With some money from the Baroda sale and his own personal savings, Prior founded organic yoghurt brand five:AM in 2009.

Prior stated that the inspiration for the name "five:AM" was his morning routine, "You know, you get up early, you win the morning. You get up, you do your thing. And, in my case, I meditate, I do yoga, swim or go for a surf or whatever. And by the time you hit your office desk you, you're charged. You're energised."

five:AM became a market leader in the Australian organic food category since its launch in 2011. Products were stocked in Australian supermarket giants, Woolworths and Coles, as well as internationally to South-East Asia, the Middle East and China. In 2013, five:AM won the 2013 ‘Company to Watch’ award. In 2014 Prior sold five:AM to UK company, PZ Cussons for $80m.

==Bladnoch Distillery==

Soon after the sale of five:AM, Prior purchased Bladnoch Distillery, a 200-year-old Scotch Whisky distillery located in the Scottish Lowlands. Bladnoch Distillery is the fourth oldest distillery in Scotland and the oldest independently owned distillery in Scotland. Bladnoch Distillery is located in the small town of Bladnoch, roughly 140 km south-west of Glasgow. Prior is considered to be the first Australian to own a Scotch Whisky distillery.

After purchasing the distillery in 2015, Prior began the extensive £5m refurbishment, installing brand new distilling equipment and two additional stills. Prior also hired awarded Master Distiller, Ian MacMillan, and the distillery began producing liquid again in 2017.

Prior has launched two brands under Bladnoch Distillery.
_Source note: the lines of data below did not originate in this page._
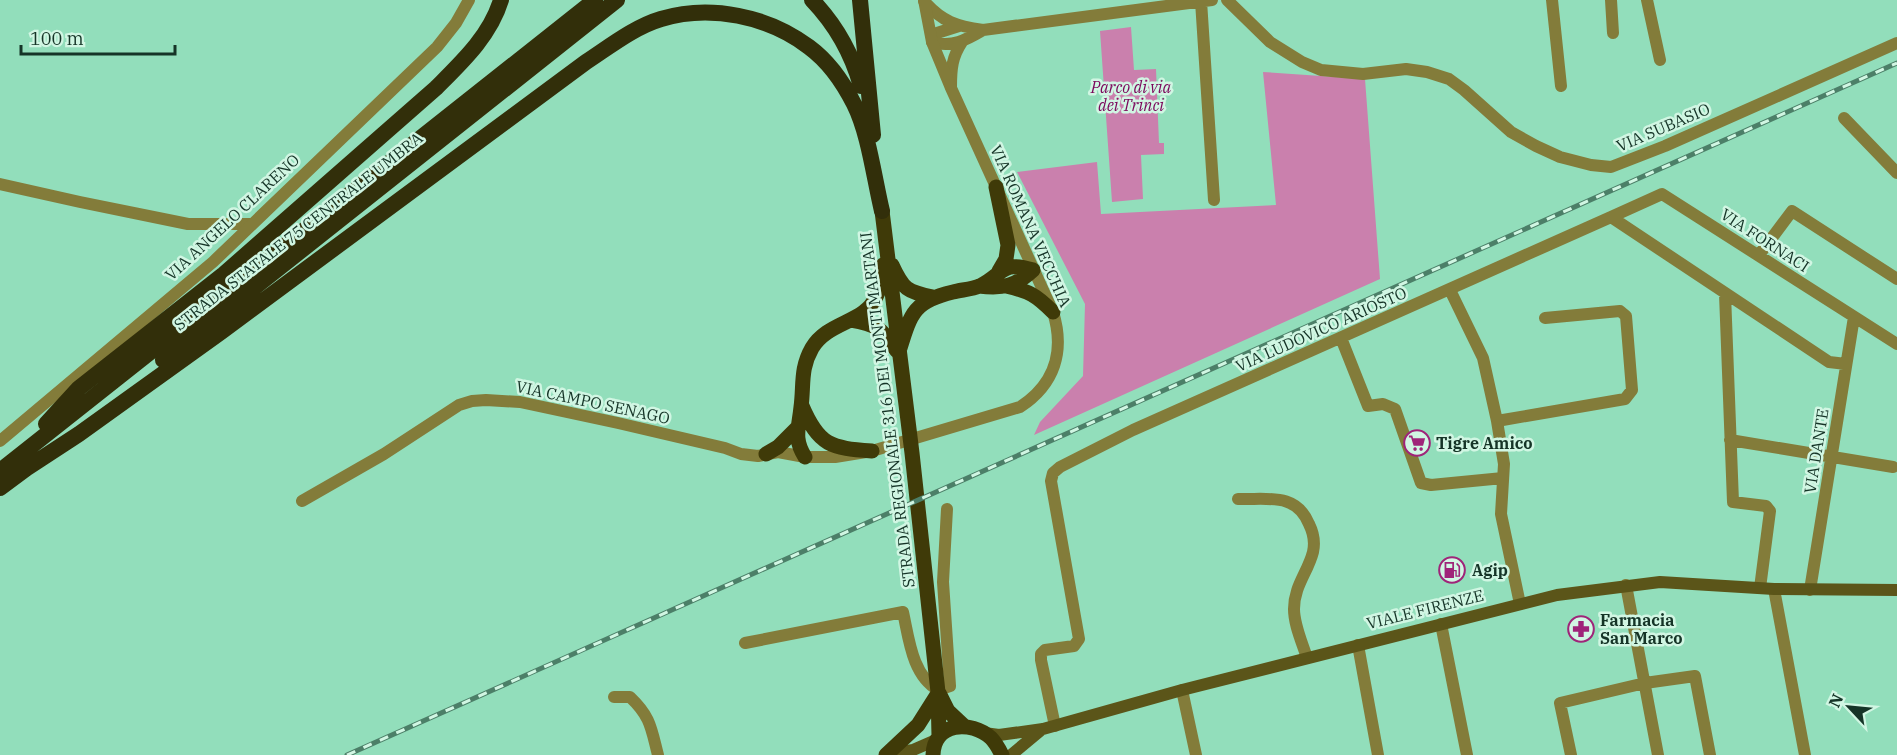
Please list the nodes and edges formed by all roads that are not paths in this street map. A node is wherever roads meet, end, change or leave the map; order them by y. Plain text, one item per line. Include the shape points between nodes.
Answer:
1 (469, 0) edge
2 (501, 0) edge
3 (595, 0) edge
4 (617, 0) edge
5 (812, 0) edge
6 (860, 0) edge
7 (1227, 0) edge
8 (1552, 0) edge
9 (1611, 0) edge
10 (1647, 0) edge
11 (924, 1) edge
12 (1206, 1) edge
13 (959, 26) junction
14 (984, 30) junction
15 (1614, 33) dead end
16 (932, 42) junction
17 (962, 42) junction
18 (1897, 43) edge
19 (1660, 60) dead end
20 (1561, 86) dead end
21 (951, 88) junction
22 (1844, 118) dead end
23 (872, 124) junction
24 (1895, 169) edge
25 (0, 184) edge
26 (996, 187) junction
27 (1214, 200) dead end
28 (882, 211) junction
29 (1611, 217) junction
30 (250, 224) junction
31 (886, 250) junction
32 (1759, 255) junction
33 (1034, 270) junction
34 (999, 271) junction
35 (1897, 279) edge
36 (979, 286) junction
37 (1006, 286) junction
38 (1450, 290) junction
39 (1725, 294) junction
40 (933, 297) junction
41 (1053, 312) junction
42 (1854, 317) junction
43 (1545, 318) dead end
44 (851, 320) junction
45 (1341, 338) junction
46 (1897, 344) edge
47 (898, 353) junction
48 (1846, 364) junction
49 (1497, 421) junction
50 (804, 425) junction
51 (1730, 440) junction
52 (0, 441) edge
53 (872, 451) junction
54 (762, 455) junction
55 (805, 457) junction
56 (1833, 457) junction
57 (13, 467) edge
58 (1893, 467) dead end
59 (1503, 478) junction
60 (0, 488) edge
61 (1238, 499) dead end
62 (302, 501) dead end
63 (947, 509) dead end
64 (1626, 585) junction
65 (1761, 588) junction
66 (1774, 589) junction
67 (1810, 590) junction
68 (1897, 590) edge
69 (1520, 604) junction
70 (1440, 624) junction
71 (746, 644) dead end
72 (1358, 645) junction
73 (1307, 658) junction
74 (1645, 683) junction
75 (1182, 690) junction
76 (938, 691) junction
77 (614, 698) dead end
78 (964, 726) junction
79 (1049, 728) junction
80 (983, 733) junction
81 (936, 744) edge
82 (658, 755) edge
83 (886, 755) edge
84 (1002, 755) edge
85 (1011, 755) edge
86 (1196, 755) edge
87 (1378, 755) edge
88 (1467, 755) edge
89 (1571, 755) edge
90 (1658, 755) edge
91 (1710, 755) edge
92 (1805, 755) edge

1 - 30 street, VIA ANGELO CLARENO via 437,47
2 - 57 highway via 488,30 436,88 224,274 79,388
3 - 57 highway, STRADA STATALE 75 CENTRALE UMBRA
4 - 57 highway, STRADA STATALE 75 CENTRALE UMBRA
5 - 23 highway via 840,37 856,67
6 - 23 highway
7 - 18 street, VIA SUBASIO via 1270,42 1302,62 1321,70 1363,74 1406,69 1449,79 1511,132 1536,146 1560,157 1611,167
8 - 20 street
9 - 15 street
10 - 19 street
11 - 13 street via 934,14
11 - 16 street, VIA ROMANA VECCHIA
12 - 14 street
12 - 27 street
13 - 14 street
13 - 16 street via 937,33
14 - 17 street
16 - 17 street
16 - 21 street, VIA ROMANA VECCHIA
17 - 21 street via 950,66
21 - 26 street, VIA ROMANA VECCHIA
22 - 24 street
23 - 28 highway, STRADA REGIONALE 316 DEI MONTI MARTANI
25 - 30 street via 188,224
26 - 33 street, VIA ROMANA VECCHIA
26 - 34 main road via 1008,245
28 - 31 main road, STRADA REGIONALE 316 DEI MONTI MARTANI
28 - 57 highway via 855,105 810,47 761,22 726,14 695,12 660,19 586,62 79,434
29 - 32 street, VIA FORNACI via 1662,194
29 - 38 street, VIA LUDOVICO ARIOSTO
29 - 39 street
30 - 52 street, VIA ANGELO CLARENO via 204,269
31 - 40 main road via 905,288
31 - 44 main road via 876,298 866,311
31 - 47 main road, STRADA REGIONALE 316 DEI MONTI MARTANI
32 - 35 street via 1792,211
32 - 42 street, VIA FORNACI
33 - 34 main road via 1020,266
33 - 37 main road
33 - 41 street, VIA ROMANA VECCHIA
34 - 36 main road
36 - 37 main road
36 - 40 main road
37 - 41 main road via 1036,296
38 - 45 street, VIA LUDOVICO ARIOSTO
38 - 49 street via 1483,358
39 - 48 street via 1829,362
39 - 51 street
40 - 47 main road via 910,316
41 - 53 street, VIA ROMANA VECCHIA via 1058,353 1049,378 1032,399
42 - 46 street, VIA FORNACI
42 - 48 street, VIA DANTE
43 - 49 street via 1620,311 1626,316 1632,390 1626,399
44 - 47 main road via 874,324
44 - 50 main road via 829,330 812,348 801,382
45 - 59 street via 1368,406 1383,404 1395,409 1421,483
45 - 79 street, VIA LUDOVICO ARIOSTO via 1133,430 1053,472 1051,482 1079,639 1074,646 1041,654
47 - 76 main road, STRADA REGIONALE 316 DEI MONTI MARTANI
48 - 56 street, VIA DANTE
49 - 59 street
50 - 53 main road via 833,445
50 - 54 main road
50 - 55 main road via 810,445
51 - 56 street
51 - 65 street via 1733,502 1766,506 1770,511
53 - 55 street, VIA ROMANA VECCHIA
54 - 55 street, VIA ROMANA VECCHIA via 778,452
54 - 62 street, VIA CAMPO SENAGO via 741,454 520,402 472,401 459,405
56 - 58 street
56 - 67 street, VIA DANTE
57 - 60 highway, STRADA STATALE 75 CENTRALE UMBRA
59 - 69 street via 1501,514
61 - 73 street via 1286,500 1297,506 1311,528 1313,552 1299,583 1294,609
63 - 76 street via 943,582 950,686
64 - 65 main road, VIALE FIRENZE via 1660,582
64 - 69 main road, VIALE FIRENZE
64 - 74 street
65 - 66 main road, VIALE FIRENZE
66 - 67 main road, VIALE FIRENZE
66 - 92 street
67 - 68 main road, VIALE FIRENZE
69 - 70 main road, VIALE FIRENZE
70 - 72 main road, VIALE FIRENZE
70 - 88 street
71 - 76 street via 903,612 920,672
72 - 73 main road, VIALE FIRENZE
72 - 87 street
73 - 75 main road, VIALE FIRENZE
74 - 89 street via 1560,703
74 - 90 street
74 - 91 street via 1695,676
75 - 79 main road, VIALE FIRENZE
75 - 86 street
76 - 78 main road, STRADA REGIONALE 316 DEI MONTI MARTANI via 948,711
76 - 81 main road, STRADA REGIONALE 316 DEI MONTI MARTANI
76 - 83 main road via 918,725
77 - 82 street via 630,696 640,706 649,718
78 - 80 main road, VIALE FIRENZE
78 - 81 main road via 948,729
79 - 80 main road, VIALE FIRENZE via 999,735
79 - 85 main road, VIALE FIRENZE
80 - 84 main road, VIALE FIRENZE
81 - 83 main road

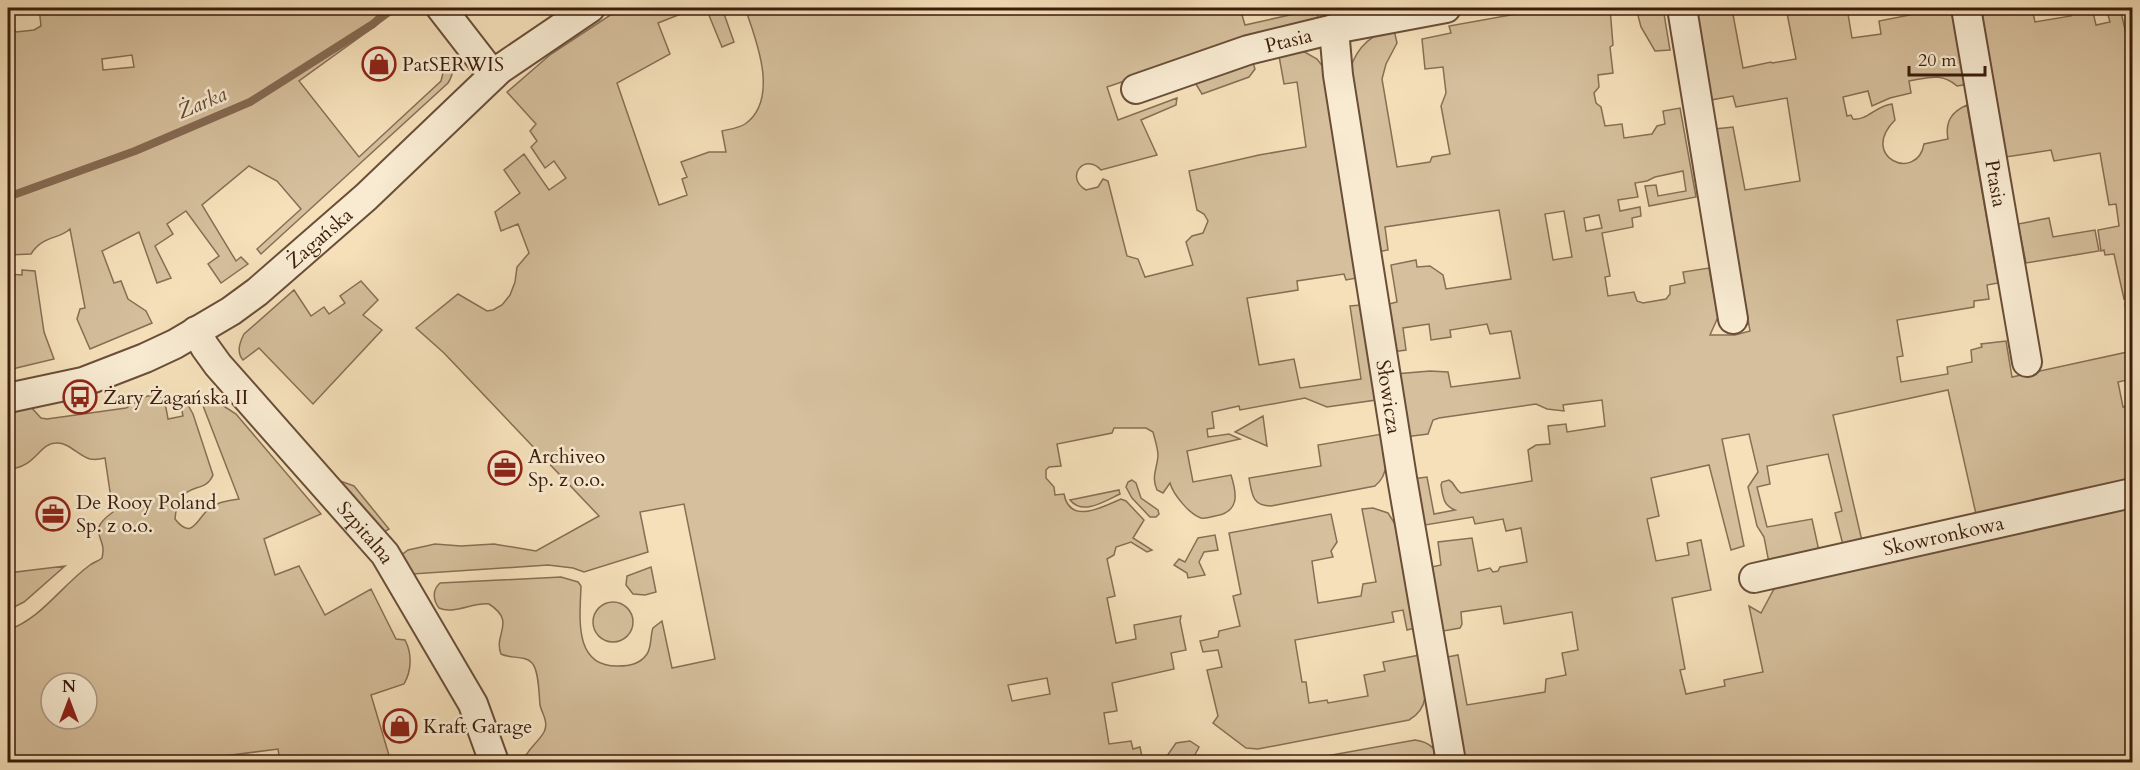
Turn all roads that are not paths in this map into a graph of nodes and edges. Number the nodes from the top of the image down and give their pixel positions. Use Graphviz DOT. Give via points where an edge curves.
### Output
graph roads {
  1 [pos="441,8"];
  2 [pos="590,8"];
  3 [pos="1446,8"];
  4 [pos="1682,8"];
  5 [pos="1966,8"];
  6 [pos="1334,29"];
  7 [pos="493,75"];
  8 [pos="1136,89"];
  9 [pos="1733,319"];
  10 [pos="196,331"];
  11 [pos="2027,362"];
  12 [pos="8,398"];
  13 [pos="2133,493"];
  14 [pos="1755,578"];
  15 [pos="494,762"];
  16 [pos="1451,762"];
  1 -- 7 [label="street"];
  2 -- 7 [label="street, Żagańska"];
  3 -- 6 [label="street, Ptasia"];
  4 -- 9 [label="street"];
  5 -- 11 [label="street, Ptasia"];
  6 -- 8 [label="street, Ptasia" via="1231,55"];
  6 -- 16 [label="street, Słowicza" via="1402,478"];
  7 -- 10 [label="street, Żagańska" via="366,197 257,292"];
  10 -- 12 [label="street, Żagańska" via="145,358 83,382"];
  10 -- 15 [label="street, Szpitalna" via="218,364 384,554 473,704"];
  13 -- 14 [label="street, Skowronkowa"];
}
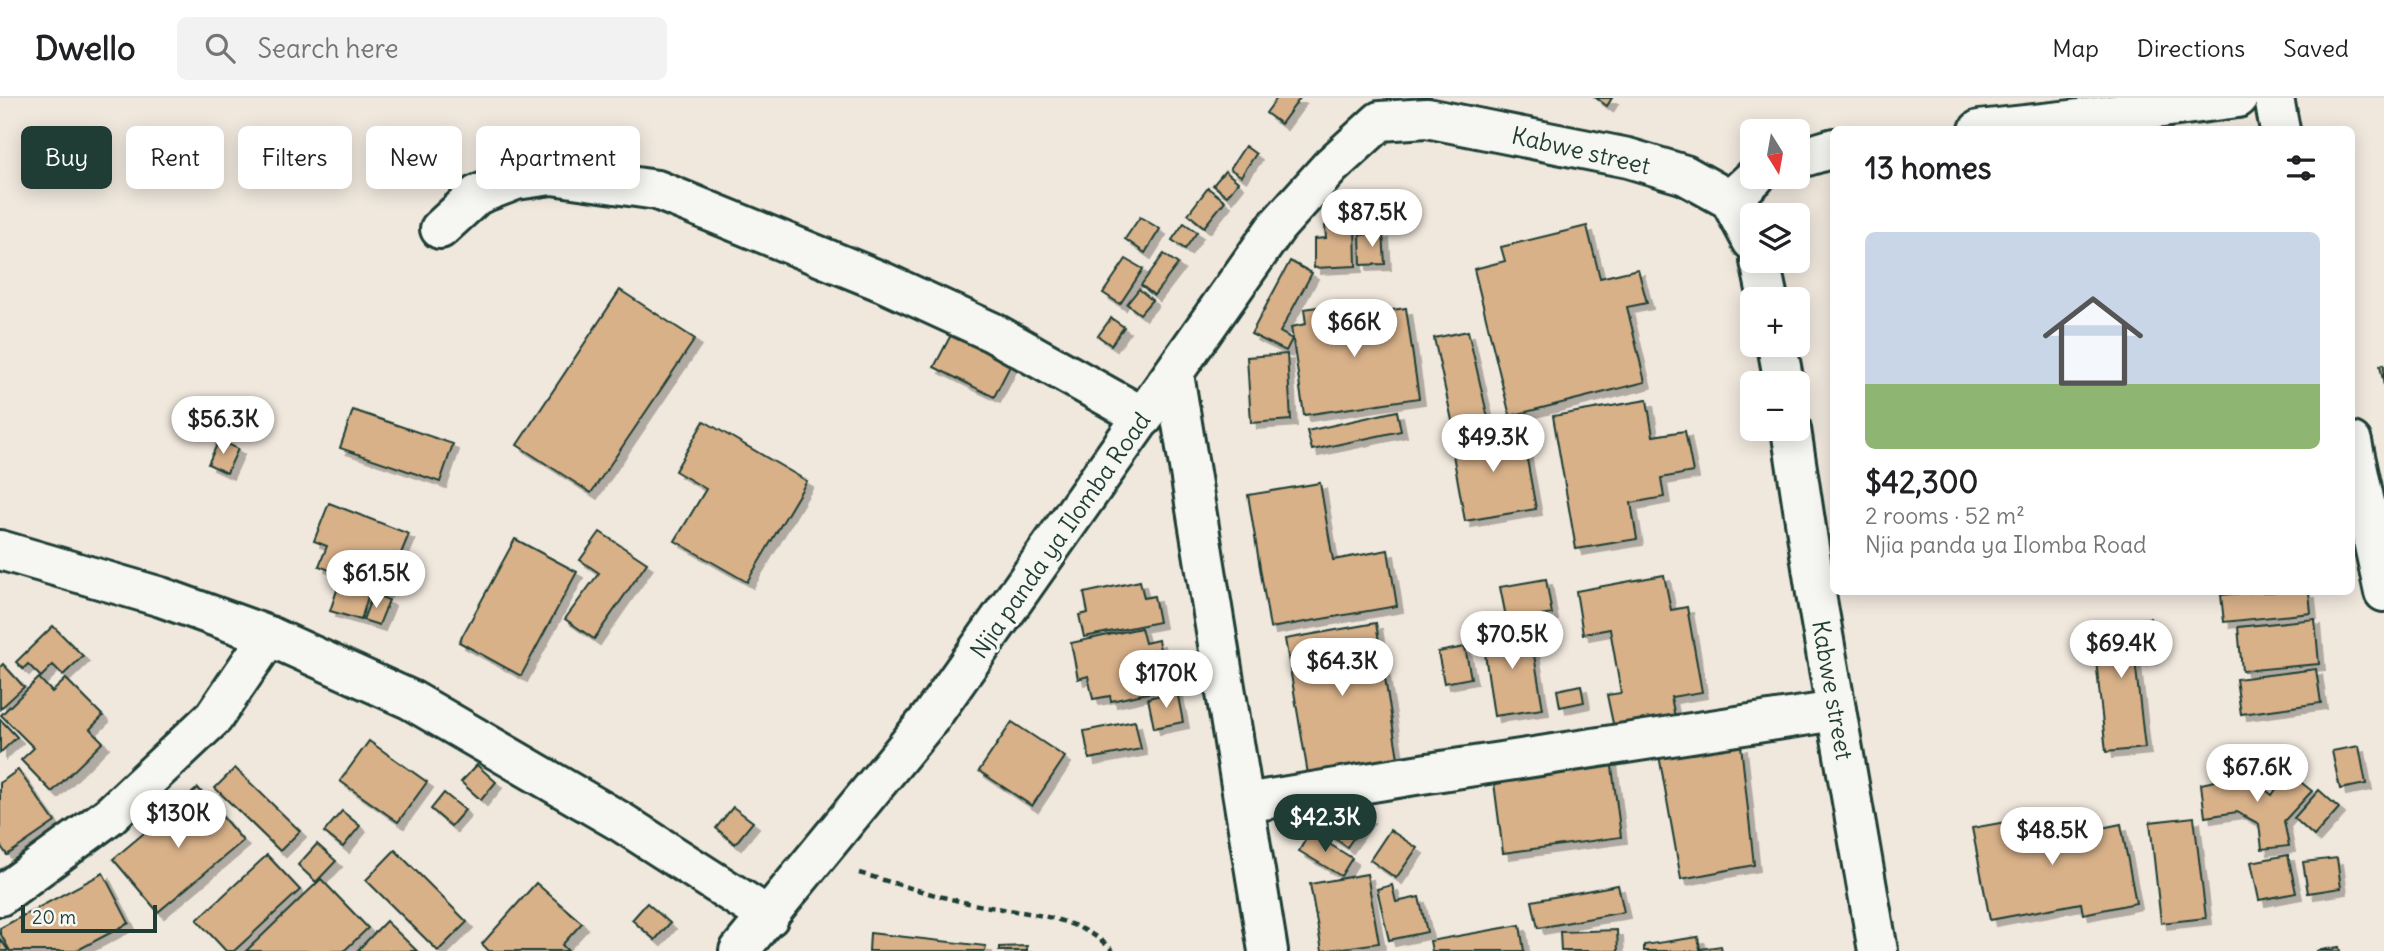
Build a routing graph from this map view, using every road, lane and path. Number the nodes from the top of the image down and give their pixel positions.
1 (2238, 98) edge
2 (2274, 98) edge
3 (1389, 110) edge
4 (2016, 126) edge
5 (2279, 126) edge
6 (1830, 149) edge
7 (1810, 155) edge
8 (1740, 188) edge
9 (440, 229) dead end
10 (1174, 374) junction
11 (1144, 417) junction
12 (1793, 441) edge
13 (2355, 456) edge
14 (0, 550) edge
15 (2384, 592) edge
16 (269, 636) junction
17 (1836, 711) junction
18 (1245, 803) junction
19 (814, 860) junction
20 (0, 896) edge
21 (769, 917) junction
22 (740, 951) edge
23 (1113, 951) edge
24 (1268, 951) edge
25 (1878, 951) edge

1 - 4 street
2 - 5 street
3 - 8 street, Kabwe street
3 - 10 street, Njia panda ya Ilomba Road
6 - 7 street
9 - 11 street
10 - 11 street, Njia panda ya Ilomba Road
10 - 18 street
11 - 19 street, Njia panda ya Ilomba Road
12 - 17 street, Kabwe street
13 - 15 street
14 - 16 street
16 - 20 street
16 - 21 street
17 - 18 street
17 - 25 street, Kabwe street
18 - 24 street
19 - 21 street, Njia panda ya Ilomba Road
19 - 23 path
21 - 22 street, Njia panda ya Ilomba Road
Bladnoch , the namesake brand, is a line of rare Single Malt Scotch Whiskies, and Pure Scot, a premium Blended Scotch Whisky brand that is highly awarded by international spirits competitions.

==Philanthropy==

Prior founded not-for-profit organisation, Culture Is Life, in 2015 which aims to prevent youth suicide in Indigenous communities by strengthening Aboriginal culture.

Prior also founded the Prior Family Foundation with his wife, Sallie, which supports projects that work to preserve culture, wildlife, the environment and assist in disaster relief.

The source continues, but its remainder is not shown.